De pronto ella se dirigió a Javier y Rocío:

—Les confesaré algo que tal vez les parezca extraño. Al menos, a mí me lo parece. Nadie tiene que convencerme de que somos perdedores. En ese aspecto no me engaño. Y sin embargo… Sin embargo disfruto de esta paz de los vencidos. No de la injusticia, pero sí de la paz. Yo creo que hay un momento en que la gente se cansa de ser castigada, de arañar la libertad. Me siento feliz de que Fermín haya podido volver a sus clases, porque el contacto con los jóvenes siempre lo incita, lo empuja hacia adelante. Me siento feliz de que mis hijos tengan otra vez un padre. Durante aquellos doce años de mierda, hice todo lo que pude por ser las dos cosas: padre y madre. Pero era demasiado para mis fuerzas. Además, y perdonen la franqueza, una mujer es mejor madre cuando por las noches tiene a su hombre en la cama. Quizá sea ésa la peor variante de la soledad: dormir sola, y sobre todo soñar que una tiene a su hombre y de pronto despertar y hallarse otra vez sola.

A Rosario se le quebró la voz. Entonces Fermín se acercó a ella y la abrazó desde atrás.

—Ya no estás sola —le dijo casi en el oído, pero todos lo oyeron.

Ella se recompuso, sonrió apenas.

—No, por suerte. Ahora en cambio sueño que estoy sola, y me despierto y estoy contigo. Es un cambio maravilloso.

Cuando se sentaron frente a los ñoquis (una especialidad de Rosario), ya se había incorporado la nueva generación: Diego y Águeda.
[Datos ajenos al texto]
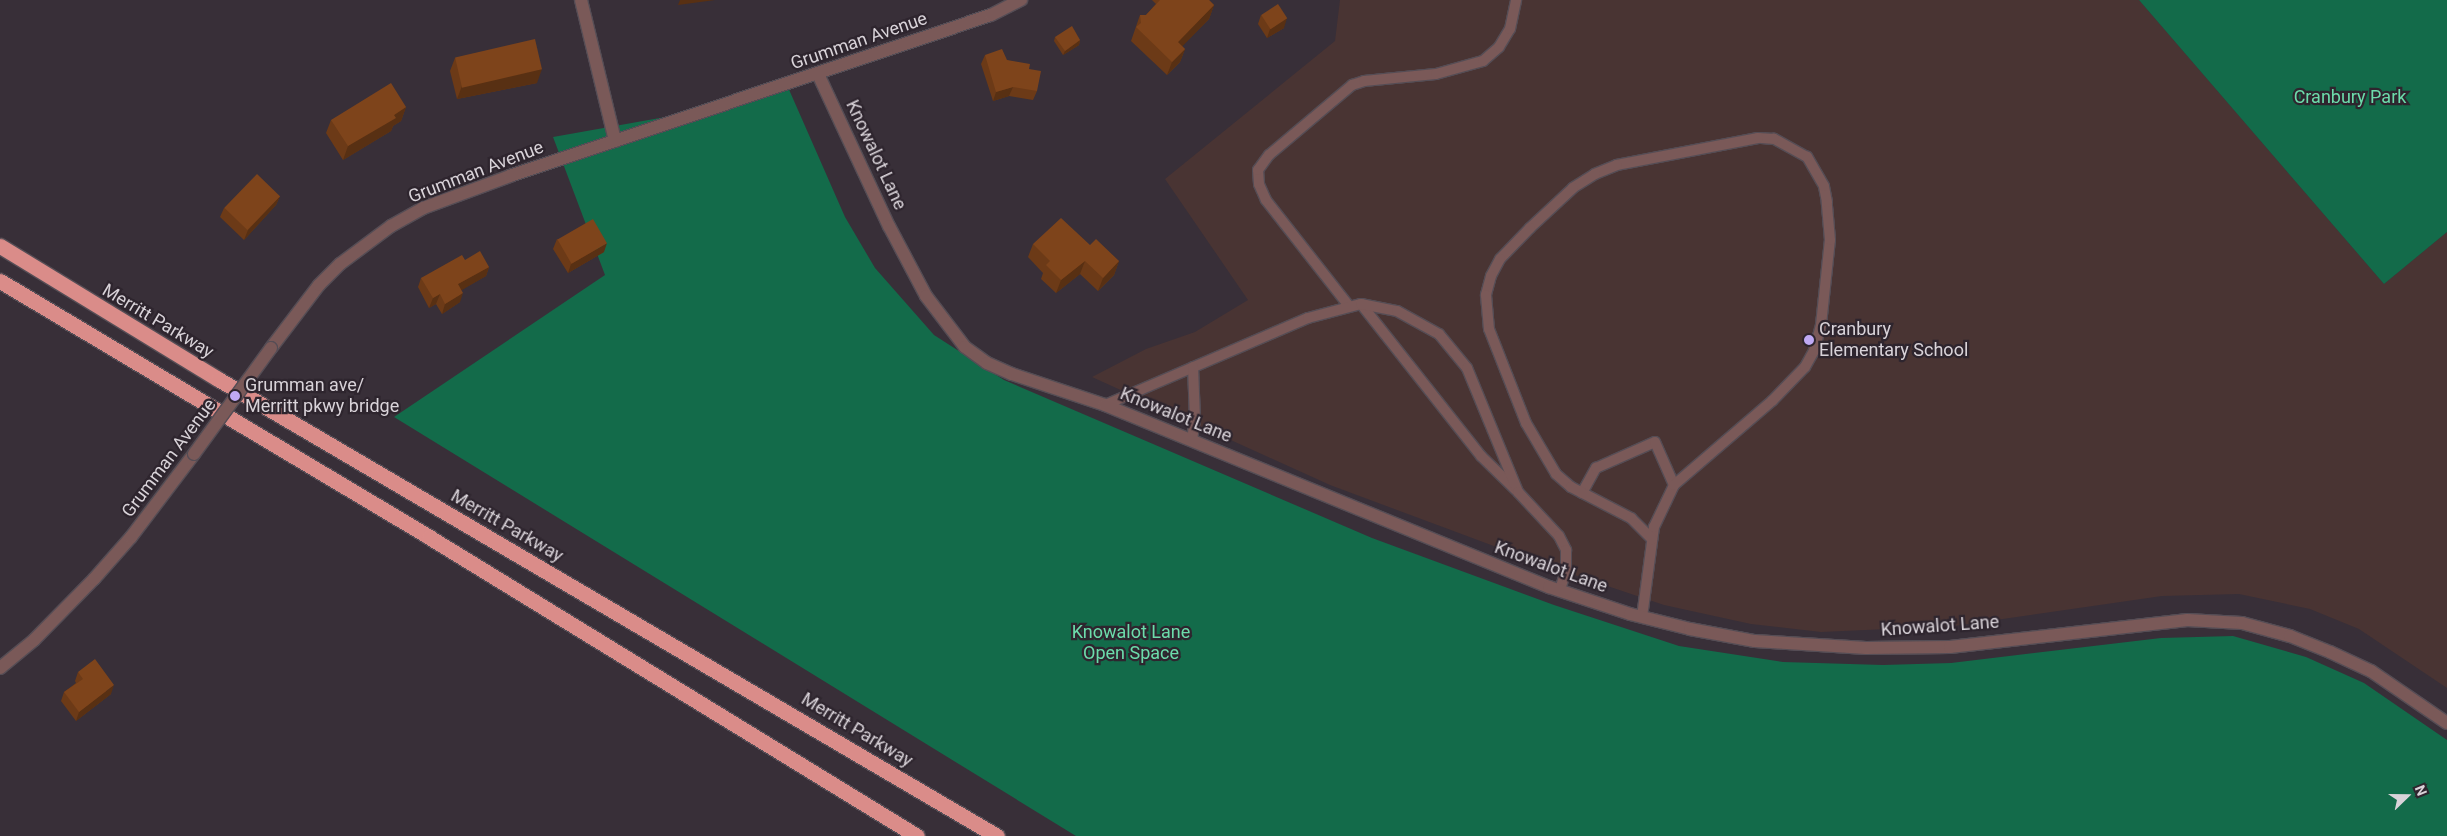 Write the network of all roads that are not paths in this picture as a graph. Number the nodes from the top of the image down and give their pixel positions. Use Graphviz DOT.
graph roads {
  1 [pos="581,0"];
  2 [pos="1021,0"];
  3 [pos="1516,0"];
  4 [pos="818,74"];
  5 [pos="615,141"];
  6 [pos="0,246"];
  7 [pos="0,281"];
  8 [pos="1362,304"];
  9 [pos="1349,306"];
  10 [pos="1193,367"];
  11 [pos="1106,405"];
  12 [pos="1192,440"];
  13 [pos="1674,485"];
  14 [pos="1518,492"];
  15 [pos="1582,493"];
  16 [pos="1652,539"];
  17 [pos="1560,590"];
  18 [pos="1642,617"];
  19 [pos="0,668"];
  20 [pos="2447,723"];
  21 [pos="916,836"];
  22 [pos="997,836"];
  1 -- 5 [label="street"];
  2 -- 4 [label="street, Grumman Avenue"];
  3 -- 9 [label="lane"];
  4 -- 5 [label="street, Grumman Avenue"];
  4 -- 11 [label="street, Knowalot Lane"];
  5 -- 19 [label="street, Grumman Avenue, bridge"];
  6 -- 22 [label="highway, Merritt Parkway"];
  7 -- 21 [label="highway"];
  8 -- 9 [label="lane"];
  8 -- 14 [label="lane"];
  8 -- 14 [label="lane"];
  9 -- 10 [label="lane"];
  10 -- 11 [label="lane"];
  10 -- 12 [label="lane"];
  11 -- 12 [label="street, Knowalot Lane"];
  12 -- 17 [label="street, Knowalot Lane"];
  13 -- 15 [label="lane"];
  13 -- 15 [label="lane"];
  13 -- 16 [label="lane"];
  14 -- 17 [label="lane"];
  15 -- 16 [label="lane"];
  16 -- 18 [label="lane"];
  17 -- 18 [label="street, Knowalot Lane"];
  18 -- 20 [label="street, Knowalot Lane"];
}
Era visible cómo Fermín los exhibía con orgullo paterno.

Durante un buen rato Águeda estuvo examinando sin ninguna cortedad a Javier y Rocío. Por fin habló:

—Creí que eran más viejos.

Todos rieron, menos Fermín.

—Pero Águeda, Javier tiene mi edad. Rocío es un poco menor, me parece.
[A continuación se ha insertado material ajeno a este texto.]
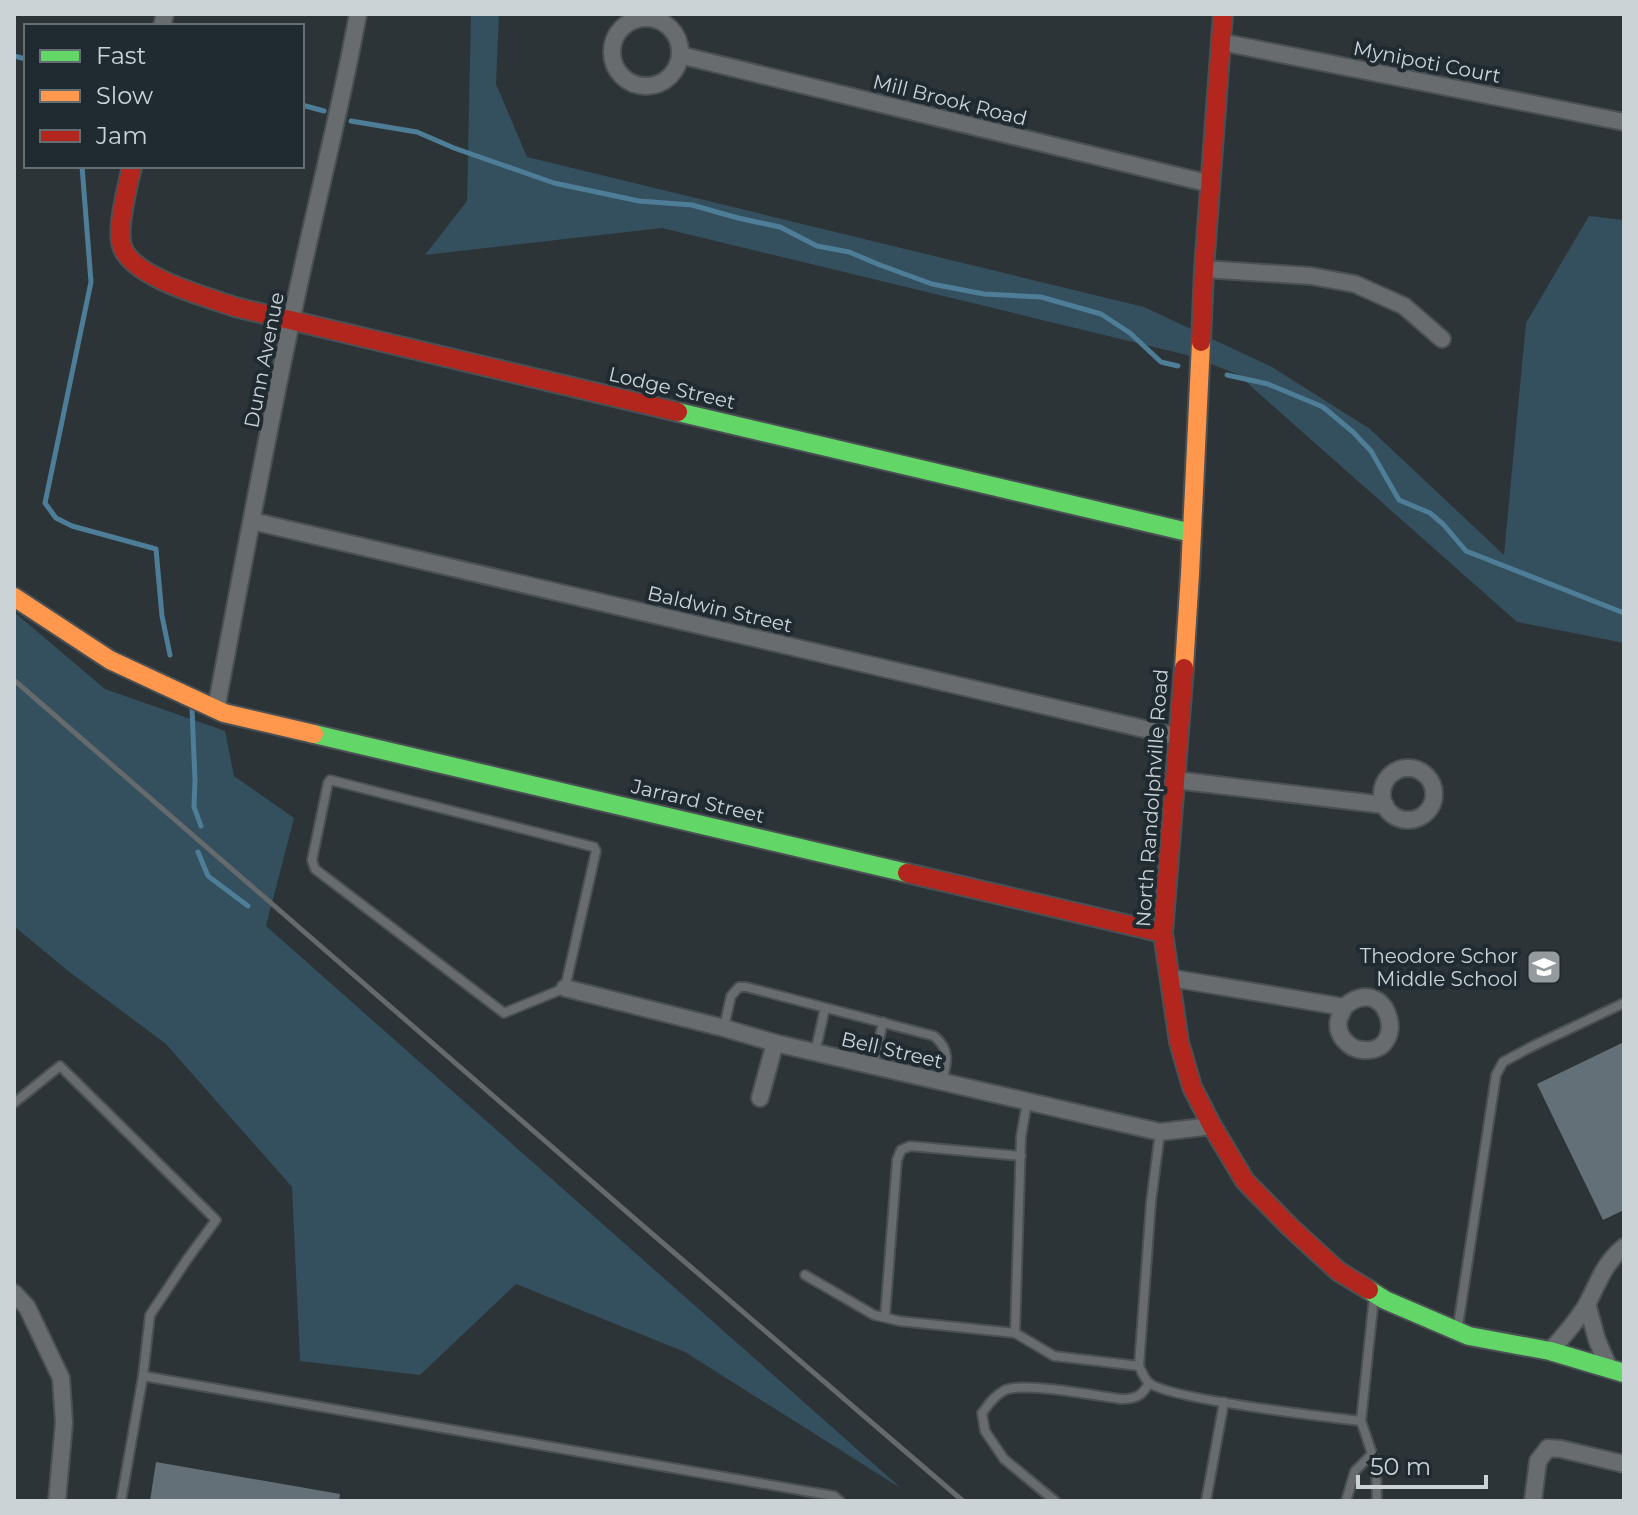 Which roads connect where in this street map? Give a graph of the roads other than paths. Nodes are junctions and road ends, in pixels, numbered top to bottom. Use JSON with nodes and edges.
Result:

—Ya lo sé. Por eso mismo: creí que eran más viejos.

La reiteración descolocó al pater familias, que ya no contempló a sus hijos con tanto orgullo.

—Hace como sesenta años lo reconoció Pavese —dijo Fermín, con una sonrisa herida—: «Luna tierna y escarcha en los campos, al alba, / echan a perder el trigo».

—Los dos están muy bien —intervino Rosario para airear el ambiente—. Aunque es obvio que a Javier el exilio le sentó mejor que a Rocío la larga penitencia. Estás un poco flaca, muchacha. Deberías alimentarte mejor.

—La verdad es que por lo común no tengo mucho apetito. Creo que en la cárcel se me achicó el estómago. Durante los primeros meses, tenía un hambre horrible y tragaba cualquier bazofia. Después tanta porquería empezó a provocarme náuseas y cada vez fui comiendo menos. Aun ahora, después de varios años de libertad, no he recuperado mis viejas hambres. Pero al menos el doctor Elena me receta unas lindas pastillitas de colores, con vitaminas, minerales, proteínas y todo eso. Y las voy tragando. Aumenté tres kilos en dos meses. No está mal ¿verdad?

—Después de esa confesión —dijo Javier— no sé si habrás advertido, Rosario, el homenaje que te ha rendido Rocío acabando sin chistar tu plato de ñoquis.

—Lo que pasa es que están riquísimos —dijo Rocío.